3. Conditional Relative Frequencies
Conditional Relative Frequencies tell us the proportion of individuals with a specific characteristic within a particular subgroup. They are crucial for investigating relationships between the two variables, as they allow us to compare distributions across different categories of one variable.
$$ \text{Conditional Relative Frequency} = \frac{\text{Count in cell}}{\text{Marginal Total of the conditioning variable}} $$
-
Conditioning on one variable: To see if opinion depends on gender, we would look at the distribution of opinion within each gender.
- Example: Proportion of males who support the policy: $ 50 / 100 = 0.50 $ (or 50%).
- Example: Proportion of females who support the policy: $ 40 / 110 \approx 0.364 $ (or 36.4%).
- Comparing these (50% vs. 36.4%) suggests a difference in opinion between genders.
-
Conditioning on the other variable: To see if gender depends on opinion, we would look at the distribution of gender within each opinion category.
- Example: Proportion of those who support the policy who are male: $ 50 / 90 \approx 0.556 $ (or 55.6%).
- Example: Proportion of those who support the policy who are female: $ 40 / 90 \approx 0.444 $ (or 44.4%).
By comparing these conditional distributions, we can assess whether there’s an association or Independence (Categorical Variables) between the two categorical variables.
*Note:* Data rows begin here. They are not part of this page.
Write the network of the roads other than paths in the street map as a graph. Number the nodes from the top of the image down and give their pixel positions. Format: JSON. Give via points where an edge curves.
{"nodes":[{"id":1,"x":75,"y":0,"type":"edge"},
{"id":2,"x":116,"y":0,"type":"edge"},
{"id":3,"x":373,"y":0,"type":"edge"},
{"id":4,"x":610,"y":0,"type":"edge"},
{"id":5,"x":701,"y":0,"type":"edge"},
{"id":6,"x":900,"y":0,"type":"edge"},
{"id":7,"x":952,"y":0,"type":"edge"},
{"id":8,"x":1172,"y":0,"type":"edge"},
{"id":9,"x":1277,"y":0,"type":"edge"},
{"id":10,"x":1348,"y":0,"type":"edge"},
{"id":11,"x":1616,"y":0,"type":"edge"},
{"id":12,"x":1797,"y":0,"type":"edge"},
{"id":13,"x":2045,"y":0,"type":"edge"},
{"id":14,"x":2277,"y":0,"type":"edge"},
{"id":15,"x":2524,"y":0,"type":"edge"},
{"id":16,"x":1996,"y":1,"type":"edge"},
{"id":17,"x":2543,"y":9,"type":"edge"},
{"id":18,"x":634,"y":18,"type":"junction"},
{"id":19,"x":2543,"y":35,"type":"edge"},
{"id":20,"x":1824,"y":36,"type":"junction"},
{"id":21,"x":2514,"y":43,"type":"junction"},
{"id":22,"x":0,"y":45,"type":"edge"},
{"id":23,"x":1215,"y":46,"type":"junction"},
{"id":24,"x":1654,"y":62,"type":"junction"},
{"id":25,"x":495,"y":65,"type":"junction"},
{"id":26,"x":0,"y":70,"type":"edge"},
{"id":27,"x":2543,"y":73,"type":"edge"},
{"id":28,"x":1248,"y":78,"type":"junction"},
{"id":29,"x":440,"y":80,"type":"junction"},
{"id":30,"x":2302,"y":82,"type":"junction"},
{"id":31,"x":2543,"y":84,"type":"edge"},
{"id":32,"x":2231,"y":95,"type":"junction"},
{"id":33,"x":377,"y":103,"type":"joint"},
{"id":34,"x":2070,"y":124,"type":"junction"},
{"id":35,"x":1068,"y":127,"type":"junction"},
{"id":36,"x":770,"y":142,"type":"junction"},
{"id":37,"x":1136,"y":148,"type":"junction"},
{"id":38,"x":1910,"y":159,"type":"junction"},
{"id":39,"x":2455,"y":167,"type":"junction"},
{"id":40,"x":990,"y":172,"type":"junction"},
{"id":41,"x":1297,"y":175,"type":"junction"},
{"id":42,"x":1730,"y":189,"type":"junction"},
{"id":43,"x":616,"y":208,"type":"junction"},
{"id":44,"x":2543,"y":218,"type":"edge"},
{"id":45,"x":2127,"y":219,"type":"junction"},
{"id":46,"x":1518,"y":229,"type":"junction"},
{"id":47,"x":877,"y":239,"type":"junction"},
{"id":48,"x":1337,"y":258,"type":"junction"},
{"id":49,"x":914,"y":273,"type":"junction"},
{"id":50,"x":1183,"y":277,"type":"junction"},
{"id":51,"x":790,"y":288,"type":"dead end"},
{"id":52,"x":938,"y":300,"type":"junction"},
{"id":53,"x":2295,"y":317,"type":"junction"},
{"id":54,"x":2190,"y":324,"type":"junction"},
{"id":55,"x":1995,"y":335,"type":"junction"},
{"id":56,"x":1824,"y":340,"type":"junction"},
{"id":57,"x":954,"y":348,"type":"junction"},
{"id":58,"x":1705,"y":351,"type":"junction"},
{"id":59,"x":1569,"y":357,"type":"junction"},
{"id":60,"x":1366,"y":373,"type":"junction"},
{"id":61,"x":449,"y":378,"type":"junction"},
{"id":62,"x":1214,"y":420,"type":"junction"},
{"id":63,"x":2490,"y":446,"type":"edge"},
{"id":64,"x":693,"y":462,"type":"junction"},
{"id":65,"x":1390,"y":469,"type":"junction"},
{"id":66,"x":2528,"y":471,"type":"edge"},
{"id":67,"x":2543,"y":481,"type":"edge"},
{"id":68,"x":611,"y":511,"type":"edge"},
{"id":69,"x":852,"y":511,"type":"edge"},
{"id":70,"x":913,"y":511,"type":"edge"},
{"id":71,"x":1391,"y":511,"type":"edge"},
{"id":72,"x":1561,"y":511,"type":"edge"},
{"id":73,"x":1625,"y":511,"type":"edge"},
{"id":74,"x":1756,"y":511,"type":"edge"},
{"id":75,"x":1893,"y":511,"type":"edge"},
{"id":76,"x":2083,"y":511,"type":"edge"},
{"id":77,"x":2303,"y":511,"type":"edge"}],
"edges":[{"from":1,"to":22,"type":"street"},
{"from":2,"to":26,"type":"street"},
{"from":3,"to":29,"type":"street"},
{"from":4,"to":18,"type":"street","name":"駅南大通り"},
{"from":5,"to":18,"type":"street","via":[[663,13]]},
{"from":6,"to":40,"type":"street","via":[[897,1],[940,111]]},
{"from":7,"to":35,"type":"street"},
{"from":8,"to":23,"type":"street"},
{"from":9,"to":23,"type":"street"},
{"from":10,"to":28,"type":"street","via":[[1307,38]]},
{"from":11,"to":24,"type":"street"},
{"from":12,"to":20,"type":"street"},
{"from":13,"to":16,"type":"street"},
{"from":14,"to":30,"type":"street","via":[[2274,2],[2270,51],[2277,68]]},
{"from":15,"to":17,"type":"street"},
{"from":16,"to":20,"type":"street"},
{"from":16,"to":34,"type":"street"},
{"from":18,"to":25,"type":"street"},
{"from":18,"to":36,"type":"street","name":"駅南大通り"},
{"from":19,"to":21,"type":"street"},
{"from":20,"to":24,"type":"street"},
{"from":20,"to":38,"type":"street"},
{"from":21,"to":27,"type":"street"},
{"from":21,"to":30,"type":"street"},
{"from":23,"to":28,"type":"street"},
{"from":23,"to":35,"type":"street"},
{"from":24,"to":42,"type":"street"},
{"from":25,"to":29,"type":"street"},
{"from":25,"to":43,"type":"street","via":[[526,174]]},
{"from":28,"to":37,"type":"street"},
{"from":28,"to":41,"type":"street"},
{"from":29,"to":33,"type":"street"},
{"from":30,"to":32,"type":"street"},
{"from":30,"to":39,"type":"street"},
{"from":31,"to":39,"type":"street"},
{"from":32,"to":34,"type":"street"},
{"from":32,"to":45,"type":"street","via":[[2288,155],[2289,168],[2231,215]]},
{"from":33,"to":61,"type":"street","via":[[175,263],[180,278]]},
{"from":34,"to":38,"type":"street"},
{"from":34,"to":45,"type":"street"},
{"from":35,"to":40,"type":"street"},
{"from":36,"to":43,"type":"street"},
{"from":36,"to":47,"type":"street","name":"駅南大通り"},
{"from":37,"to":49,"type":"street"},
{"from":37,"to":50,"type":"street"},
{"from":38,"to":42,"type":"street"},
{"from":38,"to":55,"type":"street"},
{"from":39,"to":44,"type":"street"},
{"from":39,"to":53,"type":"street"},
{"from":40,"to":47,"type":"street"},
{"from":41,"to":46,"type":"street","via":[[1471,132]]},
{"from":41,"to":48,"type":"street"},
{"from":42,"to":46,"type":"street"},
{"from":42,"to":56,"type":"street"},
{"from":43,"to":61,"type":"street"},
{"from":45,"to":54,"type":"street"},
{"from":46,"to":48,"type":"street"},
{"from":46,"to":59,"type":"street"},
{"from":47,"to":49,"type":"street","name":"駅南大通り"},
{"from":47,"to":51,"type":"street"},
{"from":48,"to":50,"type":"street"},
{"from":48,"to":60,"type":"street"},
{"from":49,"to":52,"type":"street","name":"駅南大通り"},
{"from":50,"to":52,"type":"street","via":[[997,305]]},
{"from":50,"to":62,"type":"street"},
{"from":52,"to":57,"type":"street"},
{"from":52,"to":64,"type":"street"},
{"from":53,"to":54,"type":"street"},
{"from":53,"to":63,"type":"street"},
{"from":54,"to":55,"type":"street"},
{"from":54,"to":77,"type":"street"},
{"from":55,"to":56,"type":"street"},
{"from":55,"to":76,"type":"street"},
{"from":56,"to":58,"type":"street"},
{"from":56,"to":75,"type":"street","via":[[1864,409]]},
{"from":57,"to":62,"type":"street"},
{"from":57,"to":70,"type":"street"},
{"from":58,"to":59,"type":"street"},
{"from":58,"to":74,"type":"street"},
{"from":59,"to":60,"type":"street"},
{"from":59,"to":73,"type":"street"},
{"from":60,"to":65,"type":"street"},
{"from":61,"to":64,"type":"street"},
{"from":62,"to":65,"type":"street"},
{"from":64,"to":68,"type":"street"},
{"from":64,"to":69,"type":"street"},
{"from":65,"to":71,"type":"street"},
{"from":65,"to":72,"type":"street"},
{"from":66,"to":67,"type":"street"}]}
If the conditional distributions are similar, there might be little to no association. If they are different, an association likely exists.
For more on analyzing these relationships, refer to Statistics for Two Categorical Variables. While not extensively covered in AP Statistics, graphical representations like segmented bar charts can visually display conditional distributions, similar to how Representing a Categorical Variable with Graphs handles single categorical variables.